Achieving Success through Conflict Management in the Workplace

As much as we might like to avoid it, conflict in the workplace is inevitable. With things like salary, promotions, and livelihoods at stake, passions can run high and disagreements are sure to follow.

For this reason, it’s not always possible for even the most humble of team members to avoid conflict; instead, knowing how to implement strategies of conflict management can sometimes be the most useful thing. A lot of the following is common sense but some greater insight can be learned through conflict resolution courses and can be supported by online resources, such as eTextbooks, and additional research. If you find yourself in a moment of conflict, consider asking yourself one of these questions:

Is It Worth It?
If you find yourself about to tell your coworker what you REALLY think of his idea, take a moment to ask yourself, “Is it worth it?” It’s important to first make that distinction.

Is his idea something that will impact your work for a long time or is it just something annoying to you in this moment? If his idea will negatively impact your ability to produce high-quality work, then, yes, it is worth saying something. But if his suggestion isn’t something that will truly prevent you from achieving success, it’s best to politely refrain from voicing your objections or concerns.

Choose Your Words Carefully
Can I rephrase that? In instances where you just have to say something, you should at least try to phrase your grievance in an agreeable way. Instead of being accusatory, find a way to state your case that’s focused on your needs.

For example, instead of telling your coworker that her habit of turning in late reports is irresponsible and unprofessional, explain to her how her late work affects your ability to complete the final report. Unlike the first approach, the latter one should help to start a conversation instead of a defensive argument.

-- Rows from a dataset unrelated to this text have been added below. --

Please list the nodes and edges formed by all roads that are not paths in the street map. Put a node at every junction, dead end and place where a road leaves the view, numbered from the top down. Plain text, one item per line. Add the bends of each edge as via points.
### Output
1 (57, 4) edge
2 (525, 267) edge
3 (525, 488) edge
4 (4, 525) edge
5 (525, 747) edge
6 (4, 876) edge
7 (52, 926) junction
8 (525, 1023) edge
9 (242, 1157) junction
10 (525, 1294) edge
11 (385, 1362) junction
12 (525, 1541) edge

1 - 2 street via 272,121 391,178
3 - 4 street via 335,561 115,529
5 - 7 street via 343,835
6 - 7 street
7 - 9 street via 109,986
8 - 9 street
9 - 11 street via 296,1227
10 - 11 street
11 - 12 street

Problems Not Personalities
What’s the problem? While in a moment of conflict, it can be so simple to see badness in the other person instead of in the situation. If you find yourself thinking bad thoughts about the other person, then take a brief pause and shift your thoughts to the problem at hand.

Remembering to ask yourself, “What’s the problem?” can help you to focus more on the situation and less on the individual. This is helpful because you can fix a problem, but you can’t fix a person. Doing this will more likely lead to a solution and an end to the conflict.

Words Matter
What did you say? When you see a coworker or boss about to share their frustrations with you, it can be tempting to get defensive and to start planning your own counterattack. But to diffuse the situation, take a deep breath and just listen.

Don’t interrupt the person; hear what he/she has to say. If you don’t understand something, ask for clarification. Often, conflict arises when a person doesn’t feel heard or valued. Simply taking the time to listen can sometimes be the most effective response. And if the listening tactic doesn’t work, then at the very least, you should now have an understanding of the other person’s complaint in order to articulate an appropriate response.

According to Mike Wyatt’s article on, the worst thing a person can do is ignore conflict in the workplace. At its worst, unresolved conflict can decrease productivity, block the willingness to cooperate, and even weaken loyalty to the company.

Simply asking yourself some of these questions can be a great way to move forward and achieve success.